María recuerda a los lastrados por todo género de pesos y cargas, que la fe es confianza gozosa o no es fe. Tal vez sea más constitutivo de la fe la sonrisa gozosa de la doncella de Nazaret, que la impresionante seriedad de los antiguos profetas o el rudo Bautista.

María entra en escena como una profecía de felicidad para nuestra vida, como una consoladora bendición de esperanza que desciende sobre nuestro mal de vivir, sobre las soledades que padecemos, sobre las ternuras negadas y la violencia que nos acecha pero que no vencerá, porque la belleza es más fuerte que el dragón de la violencia (cf Ap 12,1-6).

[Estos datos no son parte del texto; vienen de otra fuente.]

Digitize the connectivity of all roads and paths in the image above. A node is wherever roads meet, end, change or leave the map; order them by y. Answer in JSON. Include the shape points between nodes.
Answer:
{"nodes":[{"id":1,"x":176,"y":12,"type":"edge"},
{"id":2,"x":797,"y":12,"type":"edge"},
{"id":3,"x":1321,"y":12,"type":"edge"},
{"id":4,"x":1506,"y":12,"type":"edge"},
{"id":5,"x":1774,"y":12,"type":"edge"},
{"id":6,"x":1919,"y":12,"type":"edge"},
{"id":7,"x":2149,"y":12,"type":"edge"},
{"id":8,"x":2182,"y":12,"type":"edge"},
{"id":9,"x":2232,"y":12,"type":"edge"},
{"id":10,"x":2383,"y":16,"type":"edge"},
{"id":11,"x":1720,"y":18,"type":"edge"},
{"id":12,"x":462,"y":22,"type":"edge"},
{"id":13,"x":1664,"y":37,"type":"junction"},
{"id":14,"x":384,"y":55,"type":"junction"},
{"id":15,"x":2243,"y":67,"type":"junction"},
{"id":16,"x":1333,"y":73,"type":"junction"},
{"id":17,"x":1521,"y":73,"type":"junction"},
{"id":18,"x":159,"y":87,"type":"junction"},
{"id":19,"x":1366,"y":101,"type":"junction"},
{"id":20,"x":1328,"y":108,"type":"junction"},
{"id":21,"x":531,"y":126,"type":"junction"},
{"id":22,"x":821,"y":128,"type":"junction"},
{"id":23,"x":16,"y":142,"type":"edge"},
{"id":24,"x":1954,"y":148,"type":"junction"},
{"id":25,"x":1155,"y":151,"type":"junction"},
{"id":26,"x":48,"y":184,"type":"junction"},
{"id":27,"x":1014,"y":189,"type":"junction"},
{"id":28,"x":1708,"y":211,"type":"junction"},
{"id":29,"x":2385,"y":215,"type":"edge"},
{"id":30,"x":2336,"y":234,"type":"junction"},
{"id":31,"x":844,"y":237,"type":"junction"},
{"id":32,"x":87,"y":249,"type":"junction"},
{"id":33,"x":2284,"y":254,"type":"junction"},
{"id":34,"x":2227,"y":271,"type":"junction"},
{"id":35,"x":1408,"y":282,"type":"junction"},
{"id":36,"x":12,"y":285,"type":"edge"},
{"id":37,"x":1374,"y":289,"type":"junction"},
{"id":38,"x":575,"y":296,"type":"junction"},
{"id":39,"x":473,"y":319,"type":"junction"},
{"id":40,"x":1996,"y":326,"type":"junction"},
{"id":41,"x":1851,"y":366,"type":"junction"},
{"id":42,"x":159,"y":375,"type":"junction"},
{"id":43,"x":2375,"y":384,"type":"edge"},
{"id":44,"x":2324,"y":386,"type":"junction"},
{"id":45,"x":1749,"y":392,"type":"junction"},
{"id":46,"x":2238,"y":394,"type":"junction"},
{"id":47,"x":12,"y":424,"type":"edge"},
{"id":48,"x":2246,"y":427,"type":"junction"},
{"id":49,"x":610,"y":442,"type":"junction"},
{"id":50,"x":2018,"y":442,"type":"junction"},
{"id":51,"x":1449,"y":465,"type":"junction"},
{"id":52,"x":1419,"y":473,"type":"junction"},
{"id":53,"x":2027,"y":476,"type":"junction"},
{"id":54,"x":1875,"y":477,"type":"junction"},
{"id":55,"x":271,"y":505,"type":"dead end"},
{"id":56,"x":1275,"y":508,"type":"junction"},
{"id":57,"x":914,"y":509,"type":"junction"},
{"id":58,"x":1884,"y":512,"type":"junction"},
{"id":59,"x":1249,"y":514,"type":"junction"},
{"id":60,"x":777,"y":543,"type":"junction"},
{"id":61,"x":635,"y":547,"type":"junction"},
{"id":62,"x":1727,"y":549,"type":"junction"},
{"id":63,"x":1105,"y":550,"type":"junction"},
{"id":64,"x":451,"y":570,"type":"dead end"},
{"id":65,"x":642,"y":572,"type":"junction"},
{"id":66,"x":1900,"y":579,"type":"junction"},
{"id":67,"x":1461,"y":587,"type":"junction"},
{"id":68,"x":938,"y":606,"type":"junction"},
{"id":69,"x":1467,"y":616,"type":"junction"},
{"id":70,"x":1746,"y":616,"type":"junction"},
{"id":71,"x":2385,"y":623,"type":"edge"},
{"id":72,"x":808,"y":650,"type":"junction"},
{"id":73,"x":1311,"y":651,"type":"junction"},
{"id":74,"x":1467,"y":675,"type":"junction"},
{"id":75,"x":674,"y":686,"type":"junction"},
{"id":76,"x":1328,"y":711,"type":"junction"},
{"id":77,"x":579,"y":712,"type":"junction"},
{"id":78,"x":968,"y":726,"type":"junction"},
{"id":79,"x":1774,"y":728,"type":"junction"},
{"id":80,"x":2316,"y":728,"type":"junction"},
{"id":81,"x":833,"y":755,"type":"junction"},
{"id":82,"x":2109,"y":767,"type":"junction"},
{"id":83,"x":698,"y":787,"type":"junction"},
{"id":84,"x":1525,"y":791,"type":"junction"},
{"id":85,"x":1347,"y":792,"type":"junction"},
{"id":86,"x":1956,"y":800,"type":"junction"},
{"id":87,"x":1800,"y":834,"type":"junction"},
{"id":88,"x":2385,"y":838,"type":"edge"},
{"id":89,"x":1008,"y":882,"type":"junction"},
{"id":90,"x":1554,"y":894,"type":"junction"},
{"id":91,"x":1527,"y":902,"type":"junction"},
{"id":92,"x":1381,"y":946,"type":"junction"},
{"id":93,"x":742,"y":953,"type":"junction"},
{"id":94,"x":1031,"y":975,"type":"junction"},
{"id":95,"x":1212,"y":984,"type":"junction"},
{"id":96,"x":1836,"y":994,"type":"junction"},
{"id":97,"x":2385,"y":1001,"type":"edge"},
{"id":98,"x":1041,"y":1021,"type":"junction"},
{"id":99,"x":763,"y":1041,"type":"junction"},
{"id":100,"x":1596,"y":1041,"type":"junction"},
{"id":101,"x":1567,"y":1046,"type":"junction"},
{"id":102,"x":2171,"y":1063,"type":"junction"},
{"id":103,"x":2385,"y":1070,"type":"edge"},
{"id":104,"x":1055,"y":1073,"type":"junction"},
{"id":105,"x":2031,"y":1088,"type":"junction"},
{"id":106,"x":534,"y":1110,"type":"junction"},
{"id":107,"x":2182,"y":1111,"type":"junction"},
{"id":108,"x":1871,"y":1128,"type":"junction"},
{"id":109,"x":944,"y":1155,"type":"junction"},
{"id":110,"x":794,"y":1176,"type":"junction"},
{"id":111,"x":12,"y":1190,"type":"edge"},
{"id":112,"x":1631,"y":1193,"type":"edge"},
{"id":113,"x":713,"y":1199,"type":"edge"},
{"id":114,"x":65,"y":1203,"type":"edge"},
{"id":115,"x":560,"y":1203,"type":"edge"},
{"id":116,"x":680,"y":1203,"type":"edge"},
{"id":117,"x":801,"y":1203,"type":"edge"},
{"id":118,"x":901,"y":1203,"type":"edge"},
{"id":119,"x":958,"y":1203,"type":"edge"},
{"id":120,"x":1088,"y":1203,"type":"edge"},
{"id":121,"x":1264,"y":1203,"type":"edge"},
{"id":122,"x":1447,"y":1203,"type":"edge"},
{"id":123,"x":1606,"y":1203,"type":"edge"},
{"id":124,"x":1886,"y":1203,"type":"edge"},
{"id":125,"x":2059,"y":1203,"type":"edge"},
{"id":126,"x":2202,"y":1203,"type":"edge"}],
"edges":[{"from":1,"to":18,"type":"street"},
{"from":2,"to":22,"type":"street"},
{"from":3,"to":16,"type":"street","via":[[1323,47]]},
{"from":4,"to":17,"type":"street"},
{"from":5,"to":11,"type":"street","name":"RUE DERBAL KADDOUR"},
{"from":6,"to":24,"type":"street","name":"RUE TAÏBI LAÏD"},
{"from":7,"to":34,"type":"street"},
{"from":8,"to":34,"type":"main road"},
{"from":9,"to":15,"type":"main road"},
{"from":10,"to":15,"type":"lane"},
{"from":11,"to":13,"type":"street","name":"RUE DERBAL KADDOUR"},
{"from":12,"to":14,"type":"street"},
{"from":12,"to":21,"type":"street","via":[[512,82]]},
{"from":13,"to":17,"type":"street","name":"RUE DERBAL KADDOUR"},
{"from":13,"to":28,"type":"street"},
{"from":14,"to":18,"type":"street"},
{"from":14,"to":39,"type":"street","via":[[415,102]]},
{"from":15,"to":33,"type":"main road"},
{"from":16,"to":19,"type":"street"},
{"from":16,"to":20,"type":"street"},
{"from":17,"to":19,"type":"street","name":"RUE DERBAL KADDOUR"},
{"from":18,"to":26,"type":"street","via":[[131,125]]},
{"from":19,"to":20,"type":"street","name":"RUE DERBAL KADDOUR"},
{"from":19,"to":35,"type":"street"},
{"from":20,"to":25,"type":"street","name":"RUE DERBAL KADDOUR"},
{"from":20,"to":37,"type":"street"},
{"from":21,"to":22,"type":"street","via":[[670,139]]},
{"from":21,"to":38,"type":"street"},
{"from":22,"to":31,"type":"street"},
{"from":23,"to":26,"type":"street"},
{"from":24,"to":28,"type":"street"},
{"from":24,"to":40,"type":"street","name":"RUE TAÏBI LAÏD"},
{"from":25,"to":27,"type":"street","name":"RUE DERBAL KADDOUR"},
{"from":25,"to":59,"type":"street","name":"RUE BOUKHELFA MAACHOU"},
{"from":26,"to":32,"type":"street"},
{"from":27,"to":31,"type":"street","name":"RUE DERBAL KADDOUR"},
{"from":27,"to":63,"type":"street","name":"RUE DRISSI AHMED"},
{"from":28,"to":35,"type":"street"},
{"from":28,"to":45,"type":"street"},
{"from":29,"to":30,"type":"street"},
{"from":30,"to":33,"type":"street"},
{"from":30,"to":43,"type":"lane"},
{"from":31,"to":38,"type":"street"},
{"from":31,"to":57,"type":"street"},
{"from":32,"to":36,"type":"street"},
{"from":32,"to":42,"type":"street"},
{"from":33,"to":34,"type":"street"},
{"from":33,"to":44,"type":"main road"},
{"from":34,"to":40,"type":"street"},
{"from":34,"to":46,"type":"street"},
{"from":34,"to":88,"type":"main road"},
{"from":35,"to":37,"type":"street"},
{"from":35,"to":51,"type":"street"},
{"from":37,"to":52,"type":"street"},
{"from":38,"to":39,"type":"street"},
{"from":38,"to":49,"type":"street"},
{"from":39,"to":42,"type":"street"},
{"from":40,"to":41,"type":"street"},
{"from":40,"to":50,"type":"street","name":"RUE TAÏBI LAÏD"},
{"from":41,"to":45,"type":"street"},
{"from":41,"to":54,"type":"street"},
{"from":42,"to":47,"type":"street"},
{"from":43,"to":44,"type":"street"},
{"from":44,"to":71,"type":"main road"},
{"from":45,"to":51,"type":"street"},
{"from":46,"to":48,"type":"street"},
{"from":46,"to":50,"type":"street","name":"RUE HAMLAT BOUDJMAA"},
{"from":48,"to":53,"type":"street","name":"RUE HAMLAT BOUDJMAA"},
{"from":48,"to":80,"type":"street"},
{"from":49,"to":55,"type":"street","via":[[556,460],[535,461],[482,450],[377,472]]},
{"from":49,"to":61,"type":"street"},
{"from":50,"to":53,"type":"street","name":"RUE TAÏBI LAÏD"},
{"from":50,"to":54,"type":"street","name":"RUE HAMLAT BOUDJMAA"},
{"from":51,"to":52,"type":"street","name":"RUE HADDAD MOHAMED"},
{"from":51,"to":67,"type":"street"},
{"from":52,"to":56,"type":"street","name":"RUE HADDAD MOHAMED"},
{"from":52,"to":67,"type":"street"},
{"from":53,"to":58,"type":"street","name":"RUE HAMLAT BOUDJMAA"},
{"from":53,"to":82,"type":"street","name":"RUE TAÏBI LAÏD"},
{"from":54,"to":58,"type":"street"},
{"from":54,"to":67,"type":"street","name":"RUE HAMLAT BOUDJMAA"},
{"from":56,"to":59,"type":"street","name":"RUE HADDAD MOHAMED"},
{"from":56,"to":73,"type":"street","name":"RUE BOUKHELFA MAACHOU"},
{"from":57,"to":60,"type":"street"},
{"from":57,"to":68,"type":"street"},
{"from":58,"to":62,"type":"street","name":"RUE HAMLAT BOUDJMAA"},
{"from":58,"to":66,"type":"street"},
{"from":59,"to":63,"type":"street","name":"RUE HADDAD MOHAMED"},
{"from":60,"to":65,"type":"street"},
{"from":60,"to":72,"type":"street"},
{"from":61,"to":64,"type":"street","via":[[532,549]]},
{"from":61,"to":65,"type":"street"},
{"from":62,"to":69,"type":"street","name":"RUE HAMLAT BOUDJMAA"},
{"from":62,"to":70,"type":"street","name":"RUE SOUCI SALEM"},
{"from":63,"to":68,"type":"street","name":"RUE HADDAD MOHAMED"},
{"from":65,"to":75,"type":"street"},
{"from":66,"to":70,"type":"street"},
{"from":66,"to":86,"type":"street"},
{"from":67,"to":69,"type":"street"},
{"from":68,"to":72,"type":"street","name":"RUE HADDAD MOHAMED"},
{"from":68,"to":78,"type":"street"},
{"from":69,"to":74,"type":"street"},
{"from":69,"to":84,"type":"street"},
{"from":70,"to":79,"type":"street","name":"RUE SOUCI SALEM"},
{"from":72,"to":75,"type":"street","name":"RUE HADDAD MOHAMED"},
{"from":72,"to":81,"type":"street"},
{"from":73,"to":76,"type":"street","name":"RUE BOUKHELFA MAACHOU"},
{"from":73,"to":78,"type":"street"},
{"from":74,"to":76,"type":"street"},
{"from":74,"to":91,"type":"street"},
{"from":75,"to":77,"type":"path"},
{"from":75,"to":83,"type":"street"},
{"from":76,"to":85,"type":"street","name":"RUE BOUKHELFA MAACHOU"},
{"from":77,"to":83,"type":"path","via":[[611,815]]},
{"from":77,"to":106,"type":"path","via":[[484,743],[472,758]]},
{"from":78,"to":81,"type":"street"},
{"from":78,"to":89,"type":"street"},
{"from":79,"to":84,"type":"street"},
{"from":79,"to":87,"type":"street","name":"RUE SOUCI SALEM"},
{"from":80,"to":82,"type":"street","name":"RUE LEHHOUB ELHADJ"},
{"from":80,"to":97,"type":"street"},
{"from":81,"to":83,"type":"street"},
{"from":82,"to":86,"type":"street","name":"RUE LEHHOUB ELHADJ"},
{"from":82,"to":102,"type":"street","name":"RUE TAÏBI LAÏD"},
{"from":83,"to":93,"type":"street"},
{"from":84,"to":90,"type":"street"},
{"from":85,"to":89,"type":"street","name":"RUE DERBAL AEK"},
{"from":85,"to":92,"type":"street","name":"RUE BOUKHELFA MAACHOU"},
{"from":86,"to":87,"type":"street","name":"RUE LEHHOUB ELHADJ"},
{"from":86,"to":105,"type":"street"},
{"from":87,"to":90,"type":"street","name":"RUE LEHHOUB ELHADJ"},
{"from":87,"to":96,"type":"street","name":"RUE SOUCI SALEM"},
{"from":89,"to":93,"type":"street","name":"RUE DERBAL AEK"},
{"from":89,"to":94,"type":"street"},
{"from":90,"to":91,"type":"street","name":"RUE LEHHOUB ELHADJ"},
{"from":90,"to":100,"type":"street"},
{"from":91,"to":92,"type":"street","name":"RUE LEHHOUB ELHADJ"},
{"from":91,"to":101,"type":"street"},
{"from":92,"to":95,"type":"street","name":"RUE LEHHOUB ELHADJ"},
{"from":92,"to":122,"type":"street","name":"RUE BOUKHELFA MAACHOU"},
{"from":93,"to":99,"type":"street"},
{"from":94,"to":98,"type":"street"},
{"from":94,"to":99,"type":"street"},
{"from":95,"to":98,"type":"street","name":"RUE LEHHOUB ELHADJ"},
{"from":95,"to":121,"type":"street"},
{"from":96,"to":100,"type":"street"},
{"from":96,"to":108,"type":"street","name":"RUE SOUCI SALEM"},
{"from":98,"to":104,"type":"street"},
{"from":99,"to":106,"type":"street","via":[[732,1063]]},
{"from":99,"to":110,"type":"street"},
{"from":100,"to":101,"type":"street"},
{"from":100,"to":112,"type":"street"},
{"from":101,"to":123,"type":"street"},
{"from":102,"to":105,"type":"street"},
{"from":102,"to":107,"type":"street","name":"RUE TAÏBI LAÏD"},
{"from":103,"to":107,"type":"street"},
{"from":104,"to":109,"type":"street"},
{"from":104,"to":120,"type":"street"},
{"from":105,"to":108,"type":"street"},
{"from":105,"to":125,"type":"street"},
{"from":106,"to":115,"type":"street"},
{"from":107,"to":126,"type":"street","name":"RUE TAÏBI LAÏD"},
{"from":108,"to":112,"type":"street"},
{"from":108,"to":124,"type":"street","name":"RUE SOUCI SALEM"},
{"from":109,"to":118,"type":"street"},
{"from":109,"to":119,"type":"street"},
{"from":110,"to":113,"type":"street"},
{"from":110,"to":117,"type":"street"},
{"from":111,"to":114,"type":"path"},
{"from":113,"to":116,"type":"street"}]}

El ángel asegura que hay una felicidad en el creer y un “placer” de creer. No es María la que es feliz, sino su fe. Lo confirma Isabel: “Dichosa tú que has creído” (Lc 1,45), y Jesús, cuando le dice a Tomás: “Dichosos los que no han visto y han creído” (Jn 20,29).

En la fe aflora una bienaventuranza lista para florecer, arde un núcleo intacto de felicidad. Nuestro corazón está en casa junto a Uno cuyo nombre es alegría, libertad y plenitud.

La fe no supone sustracciones, sino una suma de lo humano. Cuanto más evangelio entra en mi vida, más vivo estoy. Más Dios equivale a más Dios.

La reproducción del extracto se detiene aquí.